Molestie tramite whatsapp. Quando si configura il reato?
La sentenza di Cassazione n. 37974/2021 scioglie ogni dubbio in merito alla configurabilità del reato di molestie durante l'uso della nota applicazione "whatsApp".
A nulla rileva la possibilità per la vittima di bloccare e inibire l'invio di ulteriori messaggi intimidatori...ciò che conta ai fini del reato è l'invasività degli stessi e il turbamento nella vita del destinatario, non la possibilità o meno data dall'applicazione di bloccare gli sms.
Riassumiamo l'iter processuale: l'imputato in sede di giudizio abbreviato è stato condannato al pagamento di € 200 euro di ammenda e al risarcimento del danno recato alla parte civile ex art. 660 c.p. per aver recato disturbo a un'agente di Polizia a causa dell'invio di numerosi sms per biasimevole motivo o petulanza.
In relazione al reato di molestia l'imputato è ricorso in Cassazione sollevando i seguenti motivi di doglianza: precisava che in relazione al reato commesso con la comunicazione telefonica i messaggi istantanei non erano comparsi alla donna a causa delle loro peculiarità non ritenendo invasiva questo tipo di messaggistica.
La destinataria infatti aveva "bloccato" l'utente sgradito, al fine di non ricevere i messaggi e dunque non risultavano a lei nell'immediato visibili.

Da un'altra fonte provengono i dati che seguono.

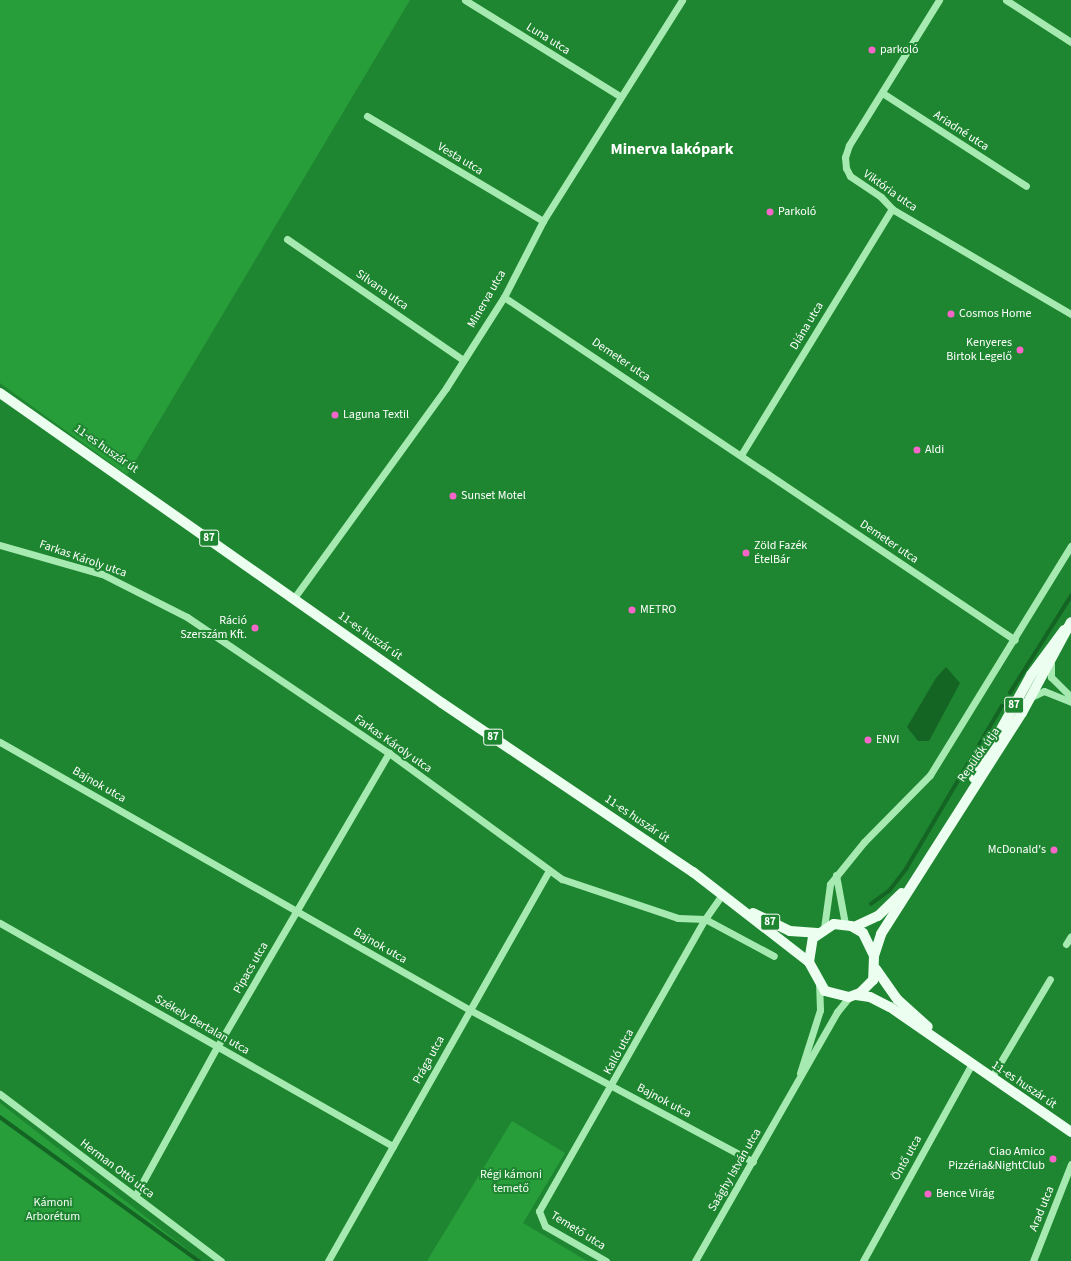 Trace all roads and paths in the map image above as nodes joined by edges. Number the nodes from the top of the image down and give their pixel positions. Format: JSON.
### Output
{"nodes":[{"id":1,"x":465,"y":0,"type":"edge"},
{"id":2,"x":682,"y":0,"type":"edge"},
{"id":3,"x":939,"y":0,"type":"edge"},
{"id":4,"x":1006,"y":0,"type":"edge"},
{"id":5,"x":1071,"y":42,"type":"edge"},
{"id":6,"x":884,"y":94,"type":"junction"},
{"id":7,"x":620,"y":96,"type":"junction"},
{"id":8,"x":367,"y":116,"type":"dead end"},
{"id":9,"x":1026,"y":186,"type":"dead end"},
{"id":10,"x":892,"y":209,"type":"junction"},
{"id":11,"x":543,"y":221,"type":"junction"},
{"id":12,"x":287,"y":240,"type":"dead end"},
{"id":13,"x":504,"y":297,"type":"junction"},
{"id":14,"x":1071,"y":314,"type":"edge"},
{"id":15,"x":463,"y":360,"type":"junction"},
{"id":16,"x":0,"y":393,"type":"edge"},
{"id":17,"x":741,"y":455,"type":"junction"},
{"id":18,"x":0,"y":545,"type":"edge"},
{"id":19,"x":1071,"y":546,"type":"edge"},
{"id":20,"x":294,"y":598,"type":"junction"},
{"id":21,"x":1070,"y":623,"type":"edge"},
{"id":22,"x":1015,"y":640,"type":"junction"},
{"id":23,"x":1052,"y":661,"type":"junction"},
{"id":24,"x":1071,"y":697,"type":"edge"},
{"id":25,"x":1028,"y":702,"type":"junction"},
{"id":26,"x":1071,"y":702,"type":"edge"},
{"id":27,"x":0,"y":742,"type":"edge"},
{"id":28,"x":389,"y":753,"type":"junction"},
{"id":29,"x":969,"y":793,"type":"junction"},
{"id":30,"x":549,"y":870,"type":"junction"},
{"id":31,"x":836,"y":875,"type":"junction"},
{"id":32,"x":919,"y":876,"type":"junction"},
{"id":33,"x":724,"y":897,"type":"junction"},
{"id":34,"x":297,"y":910,"type":"junction"},
{"id":35,"x":704,"y":919,"type":"junction"},
{"id":36,"x":0,"y":923,"type":"edge"},
{"id":37,"x":849,"y":926,"type":"junction"},
{"id":38,"x":820,"y":931,"type":"junction"},
{"id":39,"x":1071,"y":936,"type":"edge"},
{"id":40,"x":1066,"y":944,"type":"dead end"},
{"id":41,"x":774,"y":956,"type":"dead end"},
{"id":42,"x":874,"y":956,"type":"junction"},
{"id":43,"x":809,"y":962,"type":"junction"},
{"id":44,"x":876,"y":969,"type":"junction"},
{"id":45,"x":1050,"y":979,"type":"dead end"},
{"id":46,"x":819,"y":984,"type":"junction"},
{"id":47,"x":853,"y":996,"type":"junction"},
{"id":48,"x":470,"y":1010,"type":"junction"},
{"id":49,"x":217,"y":1047,"type":"junction"},
{"id":50,"x":962,"y":1058,"type":"junction"},
{"id":51,"x":971,"y":1065,"type":"junction"},
{"id":52,"x":990,"y":1078,"type":"junction"},
{"id":53,"x":612,"y":1086,"type":"junction"},
{"id":54,"x":793,"y":1090,"type":"junction"},
{"id":55,"x":0,"y":1094,"type":"edge"},
{"id":56,"x":1071,"y":1132,"type":"edge"},
{"id":57,"x":393,"y":1146,"type":"junction"},
{"id":58,"x":753,"y":1162,"type":"junction"},
{"id":59,"x":1071,"y":1164,"type":"edge"},
{"id":60,"x":136,"y":1196,"type":"junction"},
{"id":61,"x":540,"y":1220,"type":"joint"},
{"id":62,"x":221,"y":1261,"type":"edge"},
{"id":63,"x":328,"y":1261,"type":"edge"},
{"id":64,"x":606,"y":1261,"type":"edge"},
{"id":65,"x":695,"y":1261,"type":"edge"},
{"id":66,"x":863,"y":1261,"type":"edge"},
{"id":67,"x":1033,"y":1261,"type":"edge"}],
"edges":[{"from":1,"to":7,"type":"street","name":"Luna utca"},
{"from":2,"to":7,"type":"street","name":"Minerva utca"},
{"from":3,"to":6,"type":"street","name":"Viktória utca"},
{"from":4,"to":5,"type":"street"},
{"from":6,"to":9,"type":"street","name":"Ariadné utca"},
{"from":6,"to":10,"type":"street","name":"Viktória utca"},
{"from":7,"to":11,"type":"street","name":"Minerva utca"},
{"from":8,"to":11,"type":"street","name":"Vesta utca"},
{"from":10,"to":14,"type":"street","name":"Viktória utca"},
{"from":10,"to":17,"type":"street","name":"Diána utca"},
{"from":11,"to":13,"type":"street","name":"Minerva utca"},
{"from":12,"to":15,"type":"street","name":"Silvana utca"},
{"from":13,"to":15,"type":"street","name":"Minerva utca"},
{"from":13,"to":17,"type":"street","name":"Demeter utca"},
{"from":15,"to":20,"type":"street","name":"Minerva utca"},
{"from":16,"to":20,"type":"main road","name":"11-es huszár út","number":"87"},
{"from":17,"to":22,"type":"street","name":"Demeter utca"},
{"from":18,"to":28,"type":"street","name":"Farkas Károly utca"},
{"from":19,"to":22,"type":"street"},
{"from":20,"to":33,"type":"main road","name":"11-es huszár út","number":"87"},
{"from":21,"to":23,"type":"main road","name":"Repülők útja","number":"87"},
{"from":21,"to":29,"type":"main road","name":"Repülők útja","number":"87"},
{"from":22,"to":31,"type":"street"},
{"from":23,"to":24,"type":"street"},
{"from":23,"to":25,"type":"main road","name":"Repülők útja","number":"87"},
{"from":25,"to":26,"type":"street"},
{"from":25,"to":29,"type":"main road","name":"Repülők útja","number":"87"},
{"from":27,"to":34,"type":"street","name":"Bajnok utca"},
{"from":28,"to":30,"type":"street","name":"Farkas Károly utca"},
{"from":28,"to":34,"type":"street","name":"Pipacs utca"},
{"from":29,"to":32,"type":"main road","number":"87"},
{"from":30,"to":35,"type":"street","name":"Farkas Károly utca"},
{"from":30,"to":48,"type":"street","name":"Prága utca"},
{"from":31,"to":37,"type":"street"},
{"from":31,"to":38,"type":"street"},
{"from":32,"to":37,"type":"main road","number":"87"},
{"from":32,"to":42,"type":"main road","number":"87"},
{"from":33,"to":35,"type":"street","name":"Kalló utca"},
{"from":33,"to":38,"type":"main road","number":"87"},
{"from":33,"to":43,"type":"main road","number":"87"},
{"from":34,"to":48,"type":"street","name":"Bajnok utca"},
{"from":34,"to":49,"type":"street","name":"Pipacs utca"},
{"from":35,"to":41,"type":"street","name":"Farkas Károly utca"},
{"from":35,"to":53,"type":"street","name":"Kalló utca"},
{"from":36,"to":49,"type":"street","name":"Székely Bertalan utca"},
{"from":37,"to":38,"type":"main road","number":"87"},
{"from":37,"to":42,"type":"main road","number":"87"},
{"from":38,"to":43,"type":"main road"},
{"from":39,"to":40,"type":"street"},
{"from":42,"to":44,"type":"main road","number":"87"},
{"from":43,"to":46,"type":"main road","number":"87"},
{"from":44,"to":47,"type":"main road"},
{"from":44,"to":50,"type":"main road","name":"11-es huszár út"},
{"from":45,"to":52,"type":"street"},
{"from":46,"to":47,"type":"main road","number":"87"},
{"from":46,"to":54,"type":"street","name":"Saághy István utca"},
{"from":47,"to":50,"type":"main road","name":"11-es huszár út"},
{"from":47,"to":54,"type":"street","name":"Saághy István utca"},
{"from":48,"to":53,"type":"street","name":"Bajnok utca"},
{"from":48,"to":57,"type":"street","name":"Prága utca"},
{"from":49,"to":57,"type":"street","name":"Székely Bertalan utca"},
{"from":49,"to":60,"type":"street","name":"Pipacs utca"},
{"from":50,"to":51,"type":"main road","name":"11-es huszár út"},
{"from":51,"to":52,"type":"main road","name":"11-es huszár út"},
{"from":51,"to":66,"type":"street","name":"Öntő utca"},
{"from":52,"to":56,"type":"main road","name":"11-es huszár út"},
{"from":53,"to":58,"type":"street","name":"Bajnok utca"},
{"from":53,"to":61,"type":"street","name":"Kalló utca"},
{"from":54,"to":58,"type":"street","name":"Saághy István utca"},
{"from":55,"to":60,"type":"street","name":"Herman Ottó utca"},
{"from":57,"to":63,"type":"street","name":"Prága utca"},
{"from":58,"to":65,"type":"street","name":"Saághy István utca"},
{"from":59,"to":67,"type":"street","name":"Arad utca"},
{"from":60,"to":62,"type":"street","name":"Herman Ottó utca"},
{"from":61,"to":64,"type":"street","name":"Temető utca"}]}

Sosteneva l'imputato che solo in relazione ai normali sms la giurisprudenza ammetteva la configurabilità del reato di molestie proprio perché il destinatario era costretto a riceverli e non aveva la possibilità di bloccarli.
In secondo luogo veniva contestato il riconoscimento dell'aggravante di cui all'art. 61 n. 2 ossia l'aver commesso il reato per eseguirne od occultarne un altro, visto che era mancato di fatto un accertamento giudiziale sui reati di abuso d'ufficio e falso, dichiarati improcedibili per estinzione e visto che il contenuto dei messaggi non era collegato a detti reati. Veniva contestata, inoltre, la condanna alle spese in favore della parte civile in relazione al reato dichiarato estinto in quanto mancava una dichiarazione di colpevolezza.

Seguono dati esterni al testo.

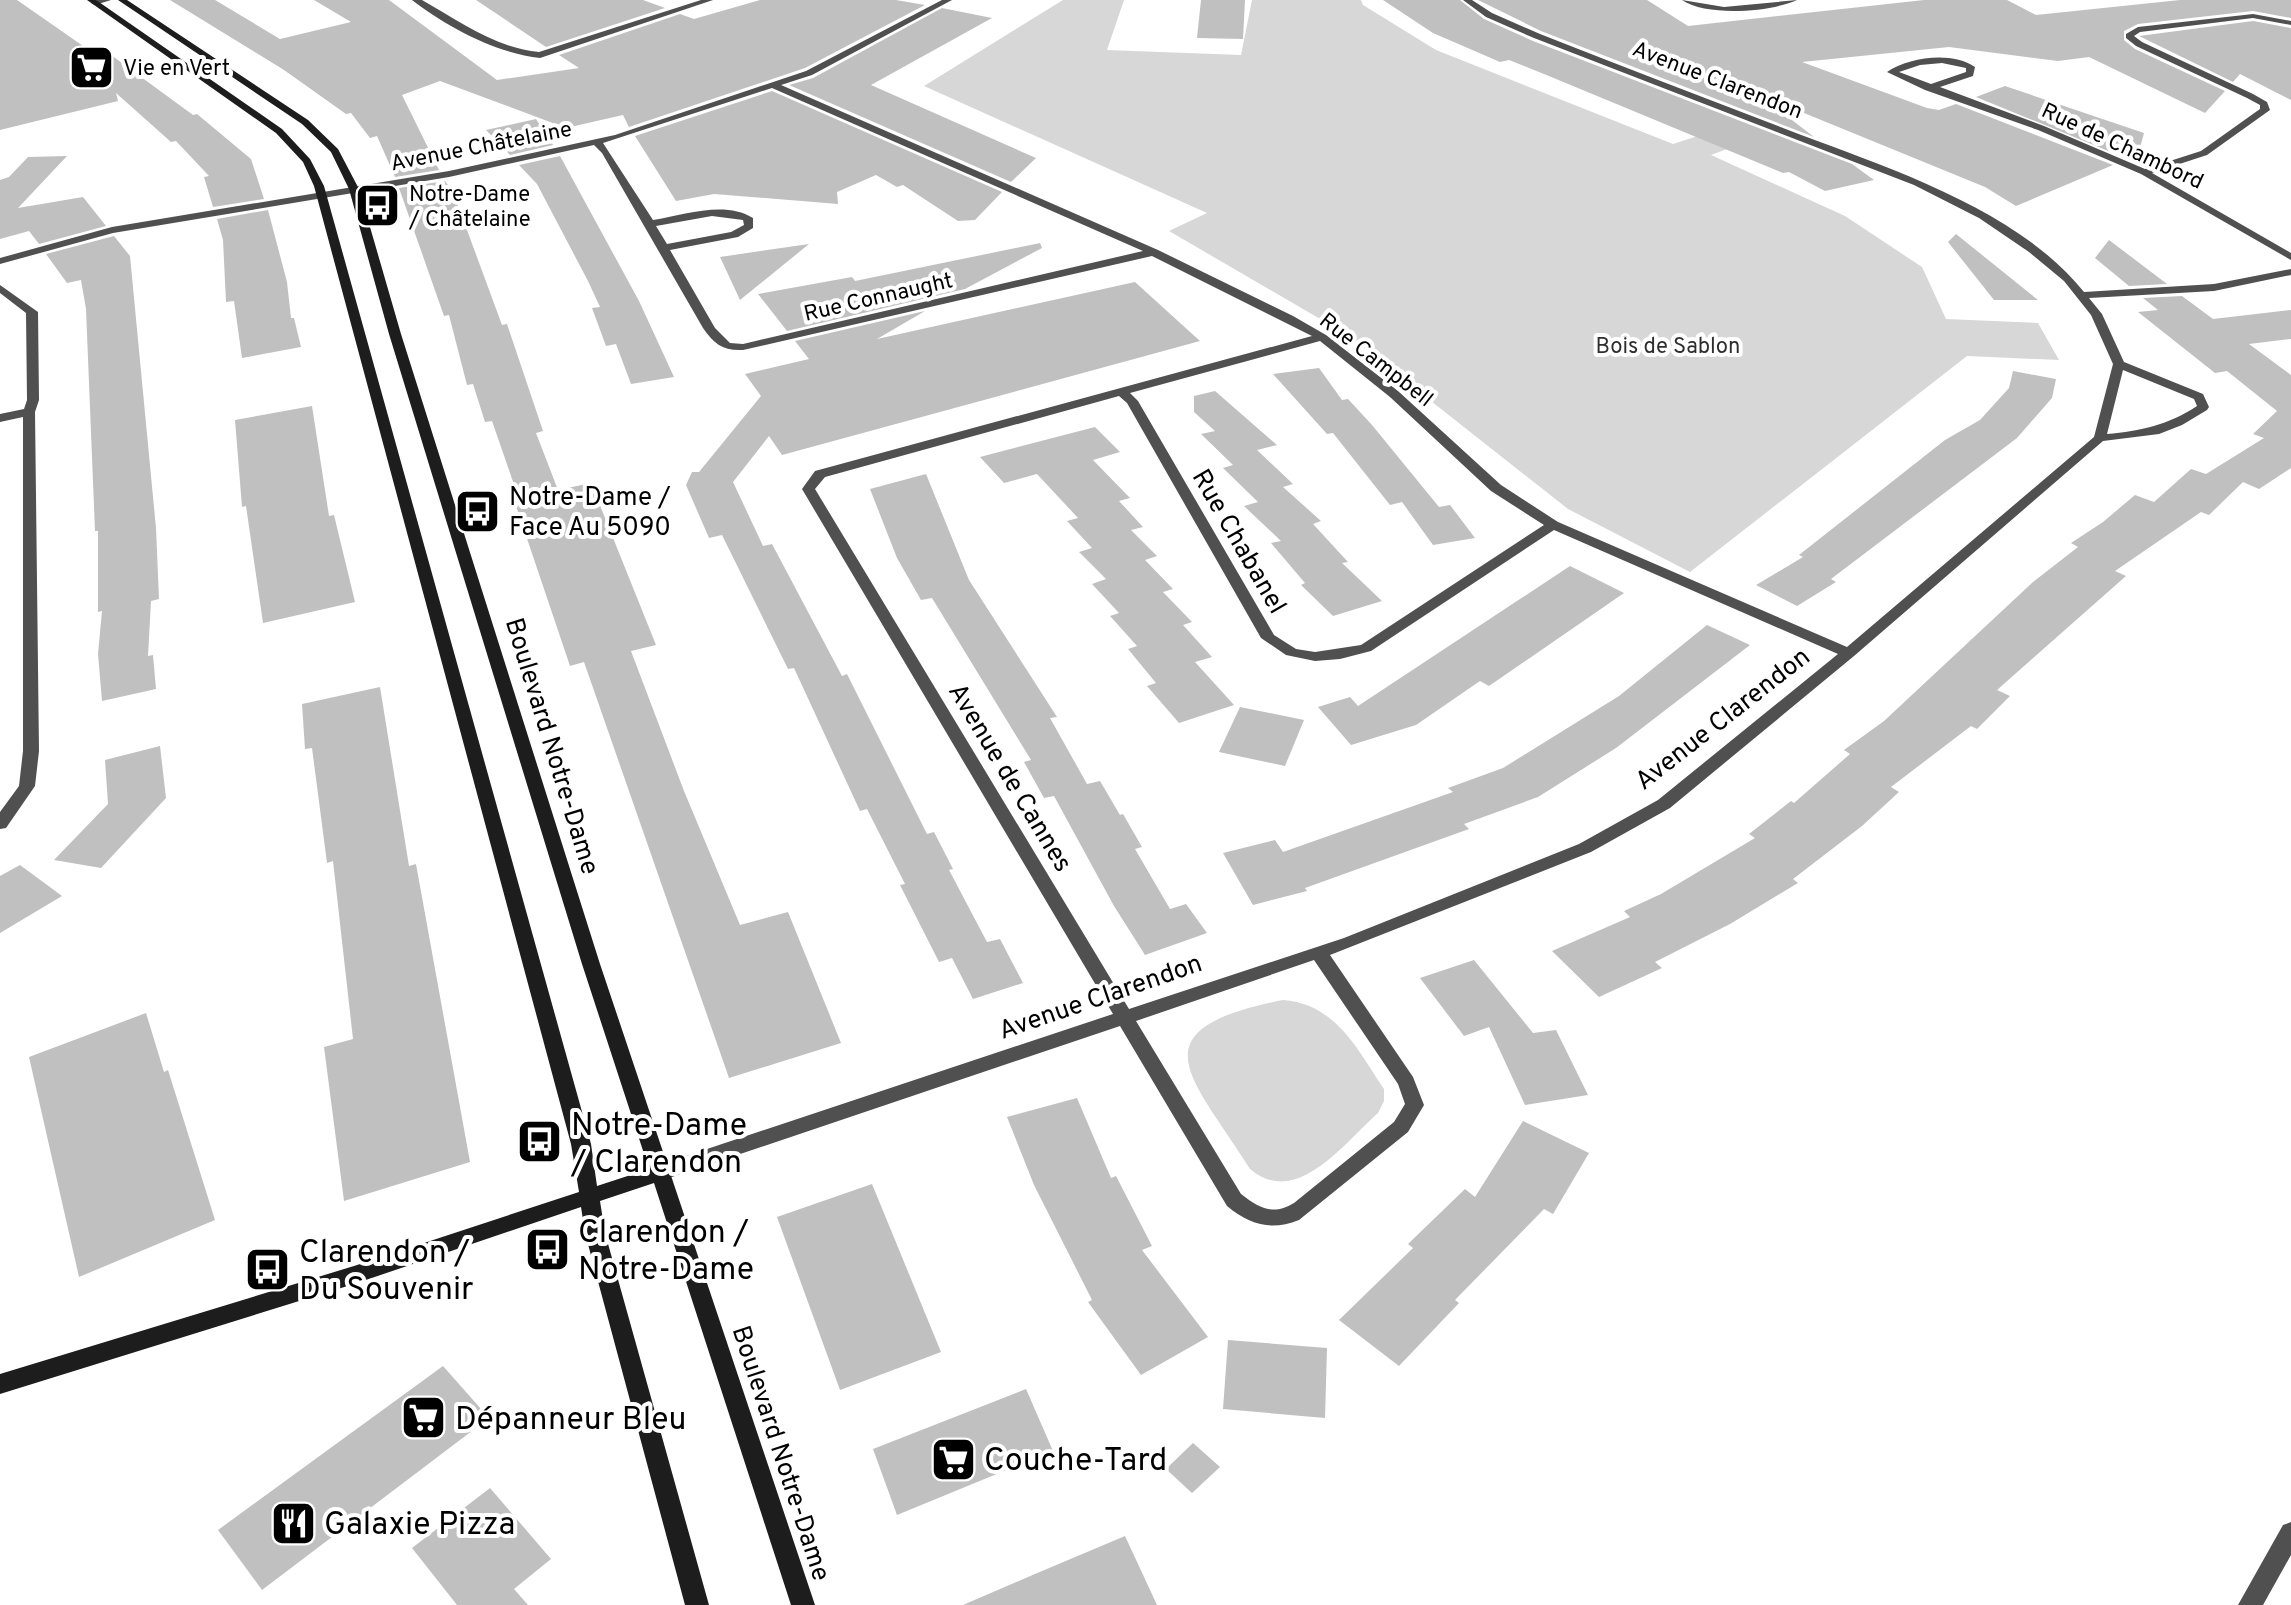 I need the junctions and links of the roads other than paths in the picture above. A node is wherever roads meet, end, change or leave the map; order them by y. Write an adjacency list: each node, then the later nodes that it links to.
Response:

La Corte ha accolto il ricorso limitatamente al terzo motivo di ricorso, essendo infondati i primi due motivi sollevati dall'imputato.

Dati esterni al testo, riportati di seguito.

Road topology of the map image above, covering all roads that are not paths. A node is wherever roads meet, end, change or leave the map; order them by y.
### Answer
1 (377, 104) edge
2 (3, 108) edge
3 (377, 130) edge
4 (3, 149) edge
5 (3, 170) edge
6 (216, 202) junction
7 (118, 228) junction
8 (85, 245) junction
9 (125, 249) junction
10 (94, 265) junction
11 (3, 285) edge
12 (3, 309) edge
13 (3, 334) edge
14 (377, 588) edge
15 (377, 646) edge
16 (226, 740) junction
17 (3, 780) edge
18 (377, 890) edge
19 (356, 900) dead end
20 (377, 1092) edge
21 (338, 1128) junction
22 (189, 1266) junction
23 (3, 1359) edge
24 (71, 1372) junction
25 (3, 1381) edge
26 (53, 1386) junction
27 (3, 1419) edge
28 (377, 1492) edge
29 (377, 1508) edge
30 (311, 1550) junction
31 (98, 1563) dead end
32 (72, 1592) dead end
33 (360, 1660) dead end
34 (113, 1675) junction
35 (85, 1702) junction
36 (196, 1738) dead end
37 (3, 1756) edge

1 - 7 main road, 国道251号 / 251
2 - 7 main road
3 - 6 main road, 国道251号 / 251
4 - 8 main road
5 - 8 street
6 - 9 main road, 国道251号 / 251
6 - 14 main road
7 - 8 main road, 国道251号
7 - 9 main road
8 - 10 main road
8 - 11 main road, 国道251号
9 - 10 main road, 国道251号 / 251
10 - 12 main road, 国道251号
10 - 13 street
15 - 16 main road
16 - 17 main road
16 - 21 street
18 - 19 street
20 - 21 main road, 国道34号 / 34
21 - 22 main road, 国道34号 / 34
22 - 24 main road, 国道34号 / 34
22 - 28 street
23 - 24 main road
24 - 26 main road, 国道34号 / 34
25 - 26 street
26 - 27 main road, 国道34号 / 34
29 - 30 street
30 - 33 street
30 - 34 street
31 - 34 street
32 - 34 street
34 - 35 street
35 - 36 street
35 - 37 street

Queste le motivazioni: "il mezzo del telefono, contemplato dall'art 660 c.p. include anche gli sms inviati con telefoni fissi e mobili. Al termine di una analitica disamina del reato di molestie, degli elementi, delle condotte che lo integrano e dei nuovi mezzi di comunicazione con cui si può realizzare la Corte ritiene che a rilevare è l'invasività in sé del mezzo impiegato per raggiungere il destinatario, non la possibilità per quest'ultimo di interrompere l'azione perturbatrice, già subita e avvertita come tale, ovvero di prevenirne la reiterazione, escludendo il contatto o l'utenza sgradita senza nocumento della propria libertà di comunicazione."
Continua la Corte..."i messaggi WhatsApp e gli sms reiterati nel tempo, pur in difetto di risposta (…) inviati anche in orari serali e notturni (…) avevano determinato un non trascurabile turbamento della serenità e della vita quotidiana della ricevente (…)."
Analizzando tutta la sentenza dobbiamo aver chiaro che per la Suprema Corte l'elemento soggettivo del reato non sta nella pulsione che muove l'agente, cioè il fine per cui la perpetra, ma nella consapevolezza di agire con petulanza (costituita dall'invadenza, dall'indiscrezione e dall'insistenza). L'interpretazione della nozione di comunicazione telefonica citata dall'articolo 660 include quindi (oltre alla citofonata già assimilata dalla giurisprudenza) anche la messaggistica e la posta elettronica. La percezione uditiva di notifiche o la lettura di anteprime dei messaggi o delle email è sufficiente a recare la molestia ex art. 660 c.p.